▶ **Your assignment**
Count how many lines in the material below hold the word "nodes"; the reply is that number alone.

****************************************

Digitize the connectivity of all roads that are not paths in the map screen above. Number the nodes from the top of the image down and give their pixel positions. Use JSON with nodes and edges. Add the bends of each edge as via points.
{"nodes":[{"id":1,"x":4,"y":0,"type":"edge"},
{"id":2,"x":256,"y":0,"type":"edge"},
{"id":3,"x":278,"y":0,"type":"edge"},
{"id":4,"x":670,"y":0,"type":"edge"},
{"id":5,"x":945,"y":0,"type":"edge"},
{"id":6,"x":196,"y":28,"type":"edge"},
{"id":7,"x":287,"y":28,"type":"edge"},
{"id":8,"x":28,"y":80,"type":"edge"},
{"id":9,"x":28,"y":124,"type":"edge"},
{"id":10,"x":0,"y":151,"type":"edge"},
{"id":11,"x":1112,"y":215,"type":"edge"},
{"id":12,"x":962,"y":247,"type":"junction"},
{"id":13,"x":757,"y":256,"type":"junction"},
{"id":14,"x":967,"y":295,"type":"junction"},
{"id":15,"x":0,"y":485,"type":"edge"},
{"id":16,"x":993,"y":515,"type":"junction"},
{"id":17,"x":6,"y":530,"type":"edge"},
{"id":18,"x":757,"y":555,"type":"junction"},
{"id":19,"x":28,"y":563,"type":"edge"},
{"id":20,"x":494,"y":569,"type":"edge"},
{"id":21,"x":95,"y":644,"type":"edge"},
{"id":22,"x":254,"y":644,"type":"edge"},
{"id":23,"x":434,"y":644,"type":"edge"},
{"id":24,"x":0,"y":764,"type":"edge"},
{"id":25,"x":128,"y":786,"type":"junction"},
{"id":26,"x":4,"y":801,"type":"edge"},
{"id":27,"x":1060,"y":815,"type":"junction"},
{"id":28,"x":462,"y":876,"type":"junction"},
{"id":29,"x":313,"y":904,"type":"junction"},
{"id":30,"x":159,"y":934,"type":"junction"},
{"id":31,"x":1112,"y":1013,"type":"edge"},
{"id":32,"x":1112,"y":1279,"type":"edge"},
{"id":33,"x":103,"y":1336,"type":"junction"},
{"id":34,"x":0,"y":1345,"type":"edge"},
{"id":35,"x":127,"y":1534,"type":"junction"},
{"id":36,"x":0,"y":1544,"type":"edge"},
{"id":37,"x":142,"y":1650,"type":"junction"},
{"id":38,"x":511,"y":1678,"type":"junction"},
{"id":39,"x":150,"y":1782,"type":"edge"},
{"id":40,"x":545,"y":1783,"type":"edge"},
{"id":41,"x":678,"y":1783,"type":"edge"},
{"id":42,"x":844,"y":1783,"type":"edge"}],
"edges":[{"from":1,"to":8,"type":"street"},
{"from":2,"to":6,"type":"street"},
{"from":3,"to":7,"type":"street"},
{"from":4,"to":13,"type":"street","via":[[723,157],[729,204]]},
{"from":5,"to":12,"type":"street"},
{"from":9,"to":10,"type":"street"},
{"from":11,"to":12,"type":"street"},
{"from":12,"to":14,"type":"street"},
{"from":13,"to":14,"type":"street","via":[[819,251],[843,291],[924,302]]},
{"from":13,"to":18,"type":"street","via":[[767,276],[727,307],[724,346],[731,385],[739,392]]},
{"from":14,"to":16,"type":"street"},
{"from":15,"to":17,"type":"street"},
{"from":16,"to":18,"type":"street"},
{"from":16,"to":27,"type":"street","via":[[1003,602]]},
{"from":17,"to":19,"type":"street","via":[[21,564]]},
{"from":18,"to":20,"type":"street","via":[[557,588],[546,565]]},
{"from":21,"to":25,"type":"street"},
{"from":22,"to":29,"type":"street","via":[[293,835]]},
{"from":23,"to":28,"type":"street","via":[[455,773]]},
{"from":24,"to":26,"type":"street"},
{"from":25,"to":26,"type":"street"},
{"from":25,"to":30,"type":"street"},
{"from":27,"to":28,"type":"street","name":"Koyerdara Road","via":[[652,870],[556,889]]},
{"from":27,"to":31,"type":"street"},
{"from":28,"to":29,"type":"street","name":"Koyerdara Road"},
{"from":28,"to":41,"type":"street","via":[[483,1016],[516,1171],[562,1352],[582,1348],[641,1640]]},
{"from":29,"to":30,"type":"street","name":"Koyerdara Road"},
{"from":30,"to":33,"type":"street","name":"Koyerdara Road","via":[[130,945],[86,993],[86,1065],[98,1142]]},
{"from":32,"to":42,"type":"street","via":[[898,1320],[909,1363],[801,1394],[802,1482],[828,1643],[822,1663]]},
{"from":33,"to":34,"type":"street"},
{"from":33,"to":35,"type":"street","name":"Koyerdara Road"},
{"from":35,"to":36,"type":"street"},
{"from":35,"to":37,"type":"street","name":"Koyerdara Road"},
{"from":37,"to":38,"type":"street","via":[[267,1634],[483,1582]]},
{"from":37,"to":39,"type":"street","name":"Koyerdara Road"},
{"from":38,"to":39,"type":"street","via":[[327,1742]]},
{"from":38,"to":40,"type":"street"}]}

****************************************

▶ **Answer to this problem**
2